Alternative therapeutic regimens for patients with moderate-to-severe disease include clindamycin-
primaquine or IV pentamidine (AI).86,88,89 Some clinicians prefer clindamycin plus primaquine because this
combination is more effective and less toxic than pentamidine.86,90-92
Aerosolized pentamidine should not be used to treat PCP because it has limited efficacy and is associated
with more frequent relapse (AI).88,93,94
The recommended duration of therapy for PCP (irrespective of regimen) is 21 days (AII).20 The probability
and rate of response to therapy depend on the agent used, number of previous PCP episodes, severity of
pulmonary illness, degree of immunodeficiency, timing of initiation of therapy, and comorbidities.
Although overall the prognosis for patients with respiratory failure due to PCP is poor, over the past decades,
survival for patients who require ICU care has improved as management of respiratory failure and HIV co-
morbidities has improved.95-98 Special attention is necessary regarding the use of ART in such critically ill
patients.99
Special Consideration with Regards to Starting ART (Including IRIS)

If not already started, ART should be initiated in patients, when possible, within 2 weeks of diagnosis of
PCP (AI). In a randomized controlled trial of 282 patients with opportunistic infections (OIs) other than TB,
63% of whom had definite or presumptive PCP, the incidence of AIDS progression or death (a secondary
study endpoint) was significantly lower among participants who initiated ART early than among those who
delayed ART (median 12 days and 45 days after OI therapy initiation, respectively).100 Of note, none of the
participants with PCP enrolled in the study had respiratory failure requiring intubation;100 initiating ART in
such patients is problematic given the lack of parenteral preparations and unpredictble absorption of oral
medications, as well as potential drug interactions with agents commonly used in the ICU.101
Paradoxical immune reconstitution inflammatory syndrome (IRIS) following an episode of PCP is rare
but has been reported.102,103 Most cases occurred within weeks of the episode of PCP; symptoms included
fever and recurrence or exacerbation of pulmonary symptoms including cough and shortness of breath, as
well as worsening of a previously improving chest radiograph.
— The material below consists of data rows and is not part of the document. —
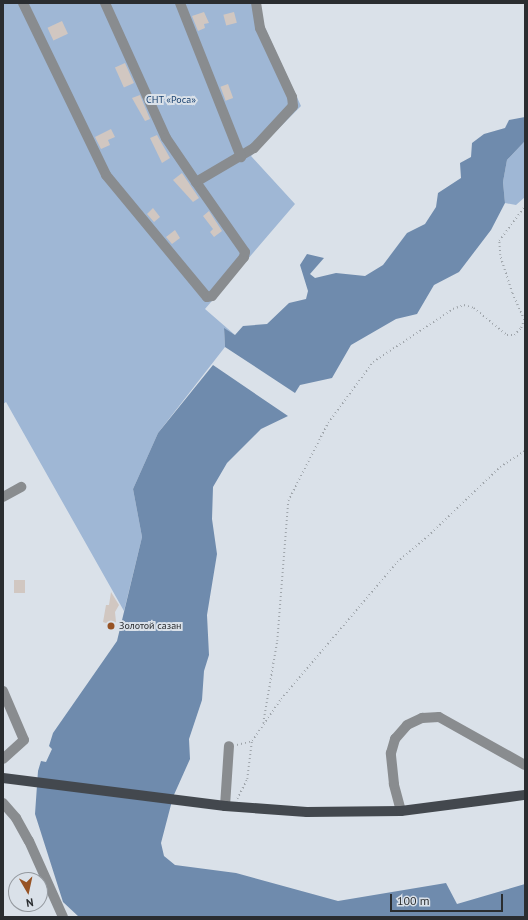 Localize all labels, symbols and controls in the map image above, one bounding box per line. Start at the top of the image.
park label: СНТ «Роса» [146,94,196,106]
place label: Золотой сазан [119,620,181,632]
marker: Золотой сазан [106,621,116,631]
north arrow [8,872,48,912]
scale bar [392,886,505,912]
text: 100 m [397,893,430,908]
text: N [25,895,34,910] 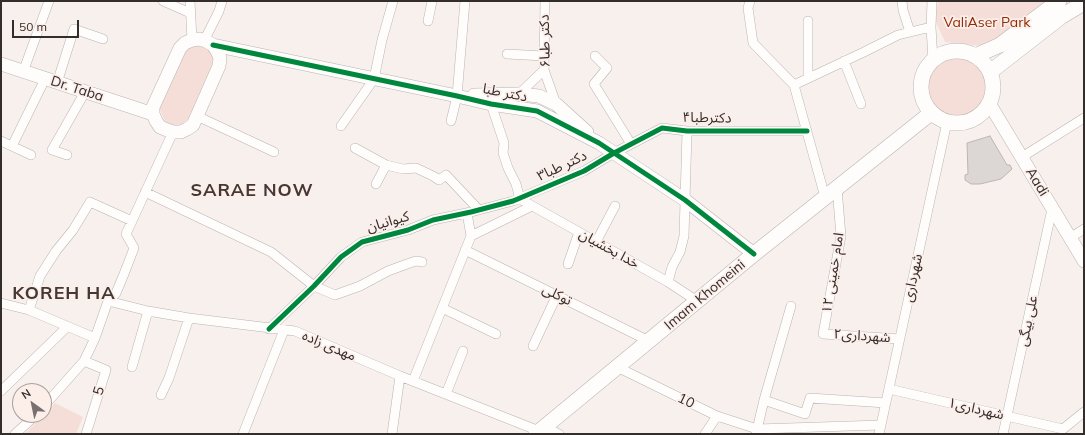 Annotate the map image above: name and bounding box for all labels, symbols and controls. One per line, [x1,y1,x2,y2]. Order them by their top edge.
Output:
scale bar [14,12,81,38]
street label: دکتر طبا۶ [536,14,554,68]
park label: ValiAser Park [944,15,1030,31]
text: 50 m [19,19,47,34]
street label: Dr. Taba [48,73,106,105]
street label: دکتر طبا [481,80,529,106]
street label: دکترطبا۴ [682,109,732,127]
street label: دکتر طبا۳ [534,147,590,185]
street label: Aadi [1022,165,1052,199]
district label: SARAE NOW [190,180,314,202]
street label: کیوانیان [365,208,411,236]
street label: خدا بخشیان [576,226,642,272]
street label: امام خمینی ۱۲ [818,231,848,315]
street label: شهرداری [900,252,926,304]
street label: Imam Khomeini [661,256,749,334]
street label: توکلی [539,281,575,309]
district label: KOREH HA [12,283,116,305]
street label: علی بیگی [1014,294,1042,348]
street label: شهرداری۲ [833,326,891,346]
street label: مهدی زاده [300,327,358,365]
north arrow [12,383,52,423]
street label: 5 [90,384,108,398]
text: N [19,386,33,402]
street label: 10 [675,390,697,412]
street label: شهرداری۱ [946,394,1006,424]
Although IRIS in the setting of PCP has
only rarely been life-threatening,104 patients should be closely followed for recurrence of symptoms after
initiation of ART. Management of PCP-associated IRIS is not well defined; some experts recommend use of
corticosteroids in patients with respiratory deterioration if other causes are ruled out.
Monitoring of Response to Pneumocystis Pneumonia Therapy and Adverse Events

Careful monitoring during PCP therapy is important to evaluate response to treatment and to detect toxicity
as soon as possible. Follow-up after therapy includes assessment for early relapse, especially if therapy has
been with an agent other than TMP-SMX or was shortened because of toxicity.
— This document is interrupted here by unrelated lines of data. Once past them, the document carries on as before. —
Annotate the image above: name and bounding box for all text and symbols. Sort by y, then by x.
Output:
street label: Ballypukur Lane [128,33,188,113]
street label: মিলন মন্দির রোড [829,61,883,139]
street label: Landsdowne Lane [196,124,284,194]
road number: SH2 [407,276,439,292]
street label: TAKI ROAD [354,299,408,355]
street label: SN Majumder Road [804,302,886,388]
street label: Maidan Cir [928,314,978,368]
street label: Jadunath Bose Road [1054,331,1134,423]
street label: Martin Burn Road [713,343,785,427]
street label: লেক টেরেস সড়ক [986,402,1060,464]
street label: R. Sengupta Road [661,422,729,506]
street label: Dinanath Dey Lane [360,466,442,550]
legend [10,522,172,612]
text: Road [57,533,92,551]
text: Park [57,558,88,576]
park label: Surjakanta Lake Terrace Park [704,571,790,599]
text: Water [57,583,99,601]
In patients with HIV, rates of adverse reaction to TMP-SMX are high (20% to 85% of
patients).70,71,83,85,89,105-109 Common adverse effects are rash (30% to 55% of patients) (including Stevens-
Johnson syndrome), fever (30% to 40% of patients), leukopenia (30% to 40% of patients), thrombocytopenia
(15% of patients), azotemia (1% to 5% of patients), hepatitis (20% of patients), and hyperkalemia.
Supportive care for common adverse effects should be attempted before TMP-SMX is discontinued (AIII).
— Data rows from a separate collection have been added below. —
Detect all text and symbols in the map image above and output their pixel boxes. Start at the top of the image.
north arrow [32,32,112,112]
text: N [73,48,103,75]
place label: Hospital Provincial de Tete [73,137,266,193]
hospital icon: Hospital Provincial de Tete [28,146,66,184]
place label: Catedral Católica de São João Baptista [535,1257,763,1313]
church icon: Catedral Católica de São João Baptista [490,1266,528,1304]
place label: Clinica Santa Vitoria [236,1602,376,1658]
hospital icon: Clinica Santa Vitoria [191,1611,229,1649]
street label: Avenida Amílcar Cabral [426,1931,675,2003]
Rashes often can be “treated through” with antihistamines, nausea can be controlled with antiemetics, and
fever can be managed with antipyretics.
The most common adverse effects of alternative therapies include methemoglobinemia and hemolysis
with dapsone or primaquine (especially in those with G6PD deficiency); rash and fever with dapsone;71,83
azotemia, pancreatitis, hypoglycemia or hyperglycemia, leukopenia, electrolyte abnormalities, and
cardiac dysrhythmia with pentamidine;87-89,108 anemia, rash, fever, and diarrhea with primaquine and
clindamycin;71,84,85 and headache, nausea, diarrhea, rash, and transaminase elevations with atovaquone.70,107
Managing Treatment Failure

Clinical failure is defined as lack of improvement or worsening of respiratory function documented by
arterial blood gases after ≥4 days to 8 days of anti-PCP treatment. Failure attributed to lack of drug efficacy
occurs in approximately 10% of patients with mild-to-moderate PCP disease. However, there are not any
convincing clinical trial data on which to base recommendations for the management of PCP treatment
failure due lack of drug efficacy.
Clinicians should wait ≥4 days to 8 days before switching therapy for lack of clinical improvement (BIII).
In the absence of corticosteroid therapy, early and reversible deterioration within the first 3 days to 5 days
of therapy is typical, probably because of the inflammatory response caused by antibiotic-induced lysis
of organisms in the lung. Other concomitant infections must be excluded as a cause of clinical failure;28,29
bronchoscopy with BAL should be strongly considered to evaluate for this possibility, even if the procedure
was conducted before initiating therapy.
Treatment failure attributed to treatment-limiting toxicities occurs in up to one-third of patients.71 Switching
to another regimen is the appropriate management for treatment-related toxicity (BII). When TMP-SMX is
not effective or cannot be used for moderate-to-severe disease because of toxicity, the common practice is to
use parenteral pentamidine or oral primaquine combined with IV clindamycin (BII).85,86,89 For mild disease,
atovaquone is a reasonable alternative (BII). Although a meta-analysis, systematic review, and cohort study
concluded that the combination of clindamycin and primaquine might be the most effective regimen for
salvage therapy,86,91,92 no prospective clinical trials have evaluated the optimal approach for patients who
experience a therapy failure with TMP-SMX.
Preventing Recurrence
When to Start Secondary Prophylaxis
Secondary PCP prophylaxis with TMP-SMX should be initiated immediately upon successful completion of
PCP therapy and maintained until immune reconstitution occurs as a result of ART (see below) (AI).110 For
patients who are intolerant of TMP-SMX, the alternatives are dapsone, dapsone plus pyrimethamine plus
leucovorin, atovaquone, and aerosolized pentamidine.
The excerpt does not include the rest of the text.